* TASK STATEMENT
Print all entries below exactly, without images.

* DATA SHOWN
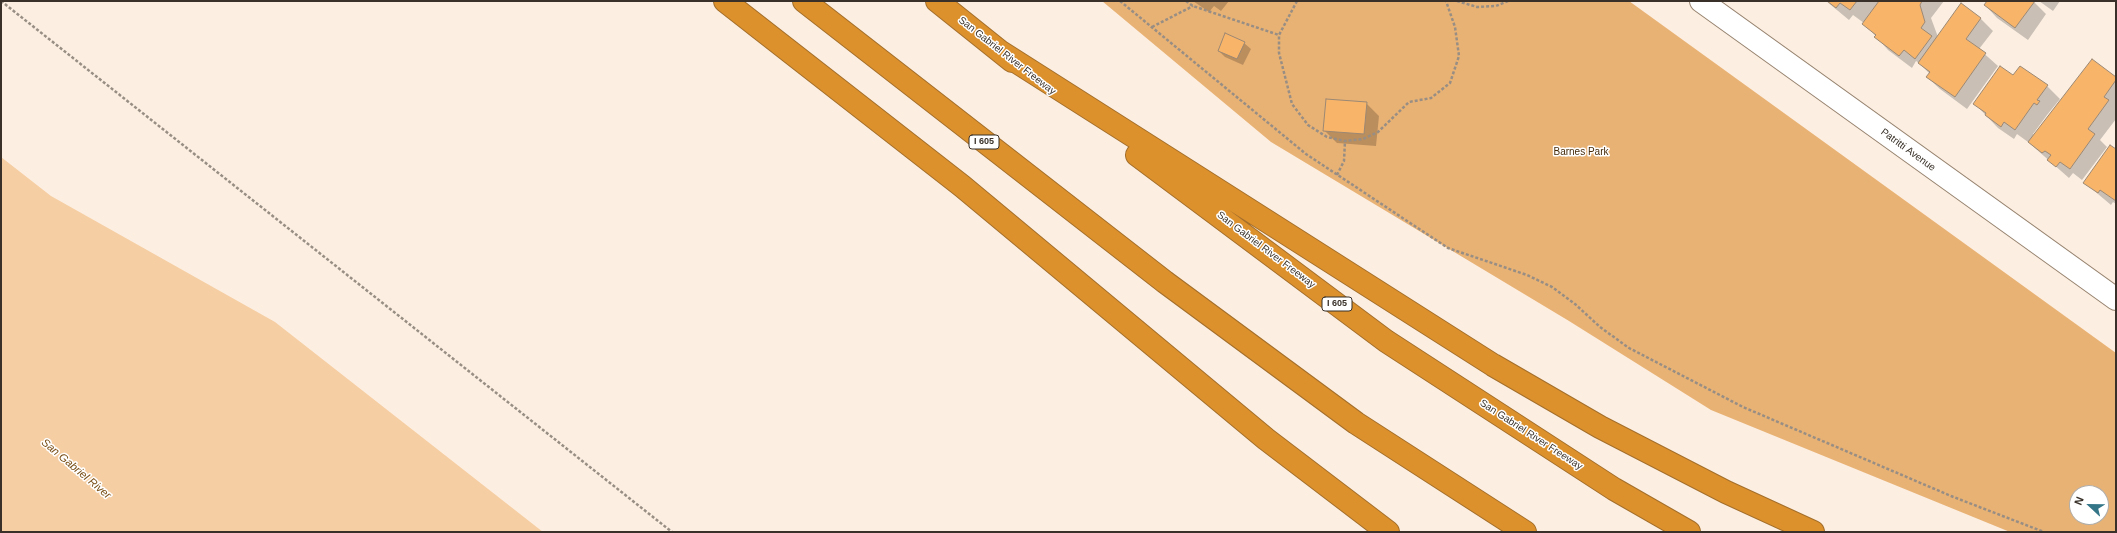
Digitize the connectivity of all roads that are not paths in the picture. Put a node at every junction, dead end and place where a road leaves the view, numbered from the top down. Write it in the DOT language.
graph roads {
  1 [pos="725,1"];
  2 [pos="804,1"];
  3 [pos="937,1"];
  4 [pos="1700,1"];
  5 [pos="1001,52"];
  6 [pos="2116,299"];
  7 [pos="1388,532"];
  8 [pos="1525,532"];
  9 [pos="1689,532"];
  10 [pos="1814,532"];
  1 -- 7 [label="highway"];
  2 -- 8 [label="highway, I 605"];
  3 -- 5 [label="highway, San Gabriel River Freeway / I 605"];
  4 -- 6 [label="street, Patritti Avenue"];
  5 -- 9 [label="highway, San Gabriel River Freeway / I 605"];
  5 -- 10 [label="highway"];
}
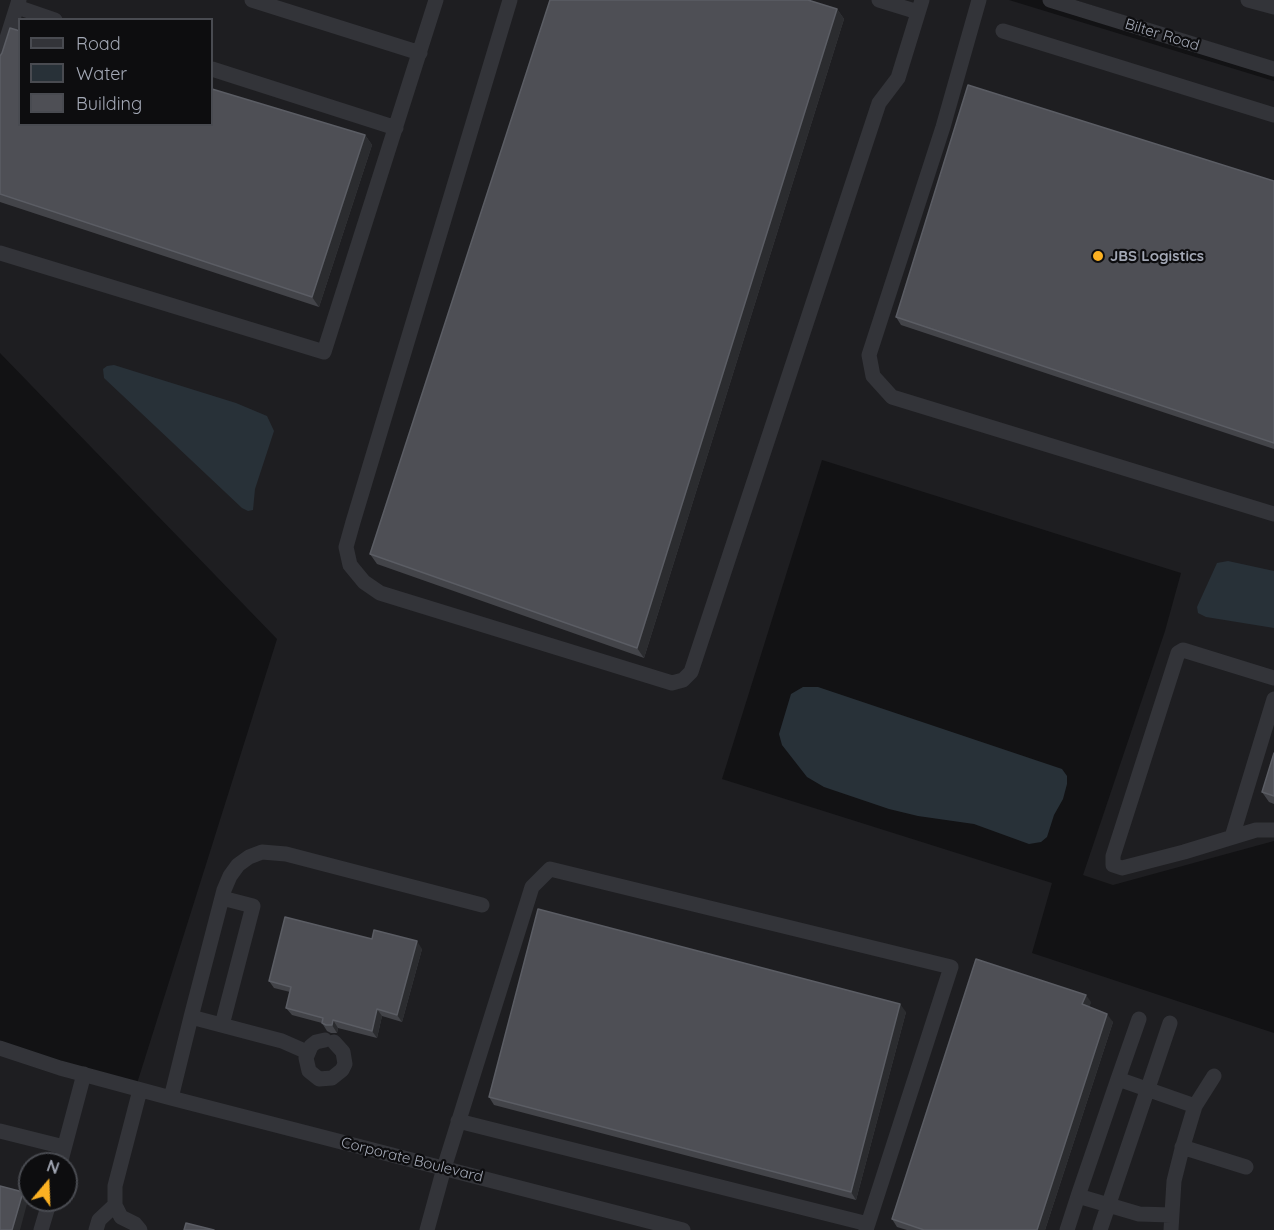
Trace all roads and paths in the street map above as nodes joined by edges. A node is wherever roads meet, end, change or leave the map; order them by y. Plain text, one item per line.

* COMPLETED EXERCISE
Digitize the connectivity of all roads that are not paths in the picture. Put a node at every junction, dead end and place where a road leaves the view, numbered from the top down. Write it in the DOT language.
graph roads {
  1 [pos="725,1"];
  2 [pos="804,1"];
  3 [pos="937,1"];
  4 [pos="1700,1"];
  5 [pos="1001,52"];
  6 [pos="2116,299"];
  7 [pos="1388,532"];
  8 [pos="1525,532"];
  9 [pos="1689,532"];
  10 [pos="1814,532"];
  1 -- 7 [label="highway"];
  2 -- 8 [label="highway, I 605"];
  3 -- 5 [label="highway, San Gabriel River Freeway / I 605"];
  4 -- 6 [label="street, Patritti Avenue"];
  5 -- 9 [label="highway, San Gabriel River Freeway / I 605"];
  5 -- 10 [label="highway"];
}
Trace all roads and paths in the street map above as nodes joined by edges. A node is wherever roads meet, end, change or leave the map; order them by y. Plain text, one item per line.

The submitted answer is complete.